Knesset advances bill to allow quarantine monitoring via app

Authorities will be able to track location, hold video calls with people required to isolate; any who opt out will be subject to other measures, including quarantine hotels

Illustrative: A teenager looks at her mobile phone while quarantining (Maria Casinos; iStock by Getty Images)
Illustrative: A teenager looks at her mobile phone while quarantining (Maria Casinos; iStock by Getty Images)

A bill to allow police to electronically monitor all individuals requiring coronavirus quarantine through an app is making its way through the Knesset.

The bill was approved by parliament’s Constitution, Law and Justice Committee on Thursday night and will now head for its second and third readings at the plenum before being signed into law.

The bill is meant to replace the electronic bracelet initiative, which did not see much success. It will enable location tracking of anyone required to quarantine — due to contact with a coronavirus carrier or returning from abroad. It will notify authorities of any potential breaking of quarantine, as well as allow them to hold video calls with individuals to ensure they are isolating.
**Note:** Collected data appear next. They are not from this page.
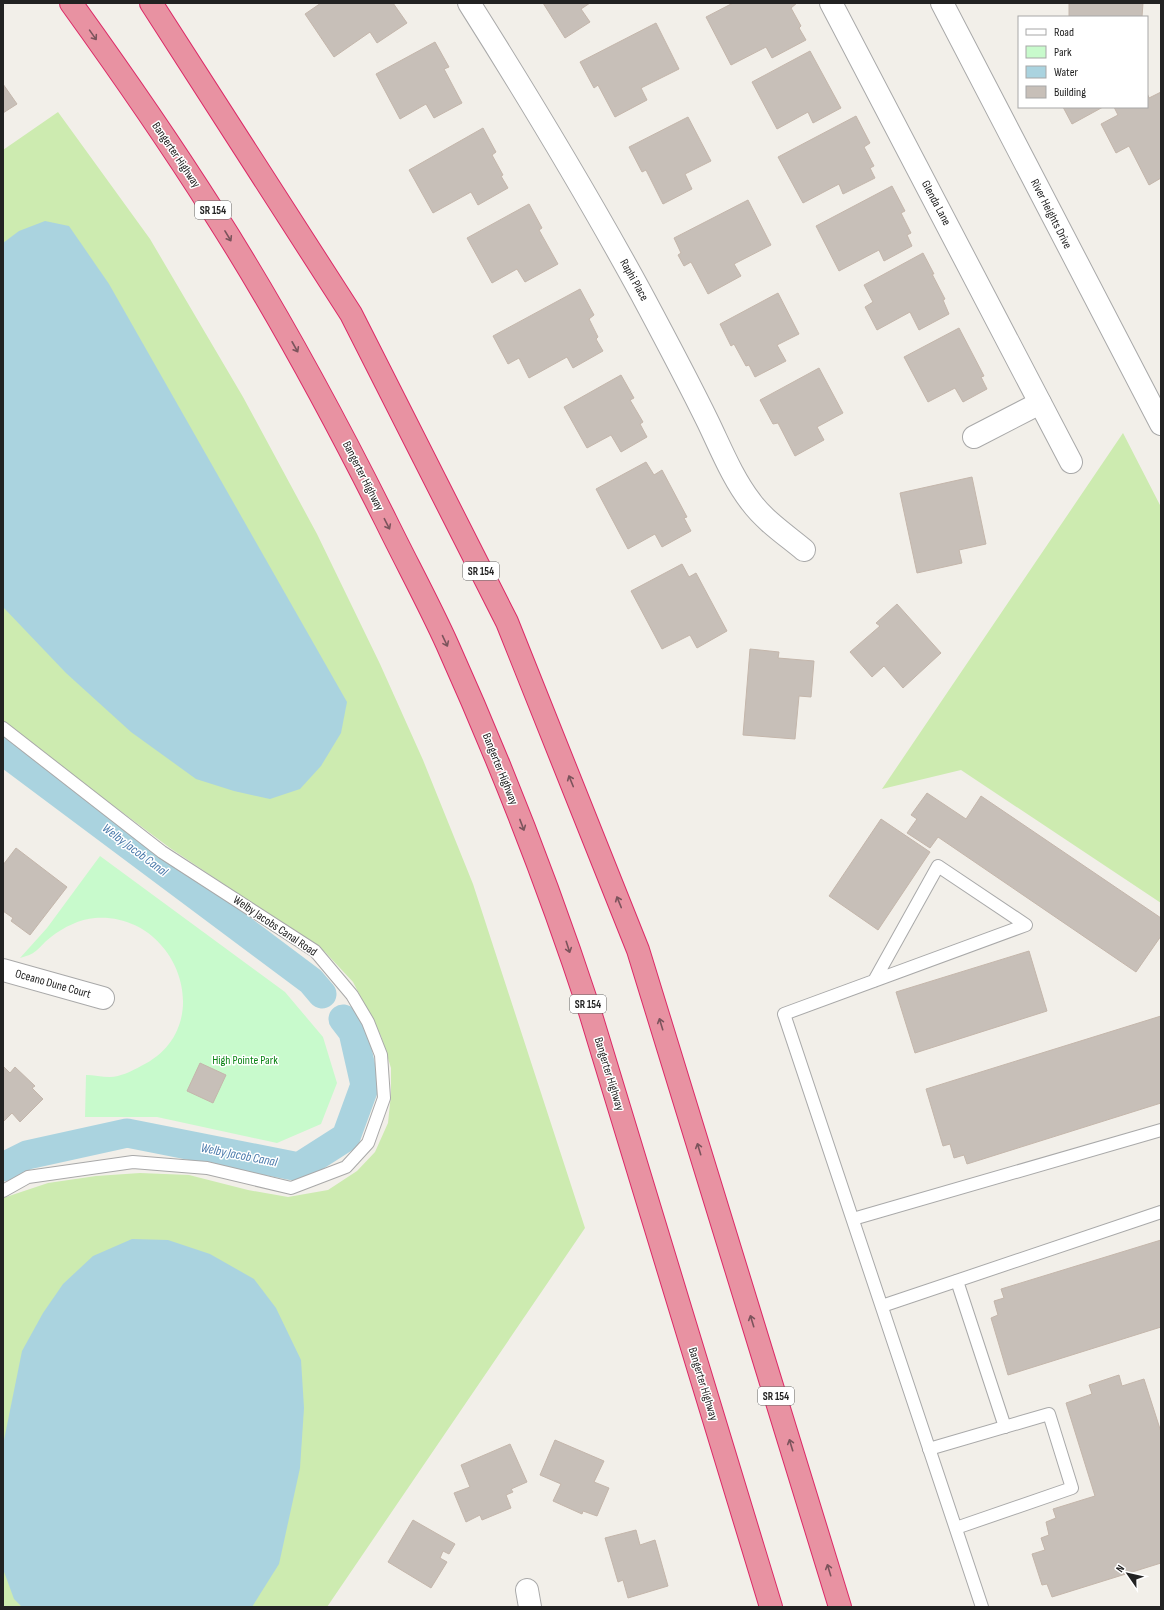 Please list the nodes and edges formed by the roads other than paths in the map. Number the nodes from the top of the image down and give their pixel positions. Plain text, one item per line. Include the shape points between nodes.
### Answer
1 (71, 3) edge
2 (151, 3) edge
3 (469, 3) edge
4 (831, 3) edge
5 (942, 3) edge
6 (1040, 403) junction
7 (1161, 424) edge
8 (974, 437) dead end
9 (1071, 462) dead end
10 (804, 550) dead end
11 (3, 728) edge
12 (3, 970) edge
13 (874, 981) junction
14 (103, 998) dead end
15 (1161, 1130) edge
16 (3, 1191) edge
17 (1161, 1212) edge
18 (852, 1219) junction
19 (957, 1281) junction
20 (882, 1306) junction
21 (1005, 1427) junction
22 (929, 1449) junction
23 (956, 1528) junction
24 (771, 1607) edge
25 (840, 1607) edge
26 (982, 1607) edge

1 -> 24 highway, Bangerter Highway / SR 154 via 213,210 290,339 339,427 446,642 491,746 564,932
25 -> 2 highway, SR 154 via 638,950 507,622 351,314
3 - 10 street, Raphi Place via 590,200 660,328 742,490 762,514
4 - 6 street, Glenda Lane
5 - 7 street, River Heights Drive
6 - 8 street
6 - 9 street, Glenda Lane
11 - 16 lane, Welby Jacobs Canal Road via 162,852 315,951 352,995 368,1022 381,1055 384,1098 368,1143 346,1167 291,1188 207,1168 133,1162 28,1177
12 - 14 street, Oceano Dune Court
13 - 13 lane via 918,965 1026,925 938,866
13 - 18 lane via 784,1014
15 - 18 lane
17 - 19 lane
18 - 20 lane
19 - 20 lane
19 - 21 lane
20 - 22 lane
21 - 22 lane
21 - 23 lane via 1048,1414 1072,1488
22 - 23 lane
23 - 26 lane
Use of the app requires individuals’ consent. Anyone who wants to will be free to opt out, but will then be monitored through other means, including house calls by police. In some cases, those who opt out will be sent to special quarantine hotels to ensure they are keeping to the rules.

Friday saw new quarantine rules for arriving travelers take effect, with those now defined by the Health Ministry as immunized largely exempt from having to self-isolate for a week.

The easing of the quarantine rules was expected to be a boon for travel.

Under the new guidelines, which were announced Sunday as booster shots were made available to all Israelis eligible to be vaccinated, anyone who receives a third dose at least a week before traveling only has to quarantine for a day when returning, or upon receiving a negative test result.

Travelers are seen wearing face masks at Ben Gurion International Airport, on August 5, 2021. (Avshalom Sassoni/ FLASH90)

The exemption also applies to those who have had their second vaccine dose within the last six months or those who recovered from COVID in the past half year. Following the six months, anyone who recovered must receive a vaccine shot to continue to be exempt from quarantine.

The relaxed quarantine rules do not apply to travelers coming home from “red” countries with high infection rates, where Israelis are currently barred from visiting without special permission.

Still, as infections soar throughout the country — Israel has now recorded over 10,000 new cases for four straight days — Portugal and Sweden have decided to bar entry to Israeli nationals. Some other European nations are expected to follow suit.

Israelis scheduled to fly Thursday to Portugal were prevented from checking in at Ben Gurion Airport. The Swedish ban will take effect on Monday, a representative from the Swedish embassy in Tel Aviv told The Times of Israel.

Though vaccination rates in Israel are among the world’s highest, Portugal and Sweden have their eyes on the elevated case numbers and aren’t making exceptions for Israelis who are vaccinated or recovered from COVID-19. The two countries only accept European Union vaccination certificates.

Their decisions came after the European Union on Monday removed Israel from a list of nations deemed “epidemiologically safe.”

Member states are not bound by the EU recommendation and Italy has decided to bar unvaccinated Israelis but welcome those with Israeli vaccination certificates.

The Netherlands, for its part, announced Friday that starting Saturday, only vaccinated Israelis will be allowed into the country and they must quarantine upon arrival. Beginning Monday, Israeli travelers must also present a negative coronavirus test result.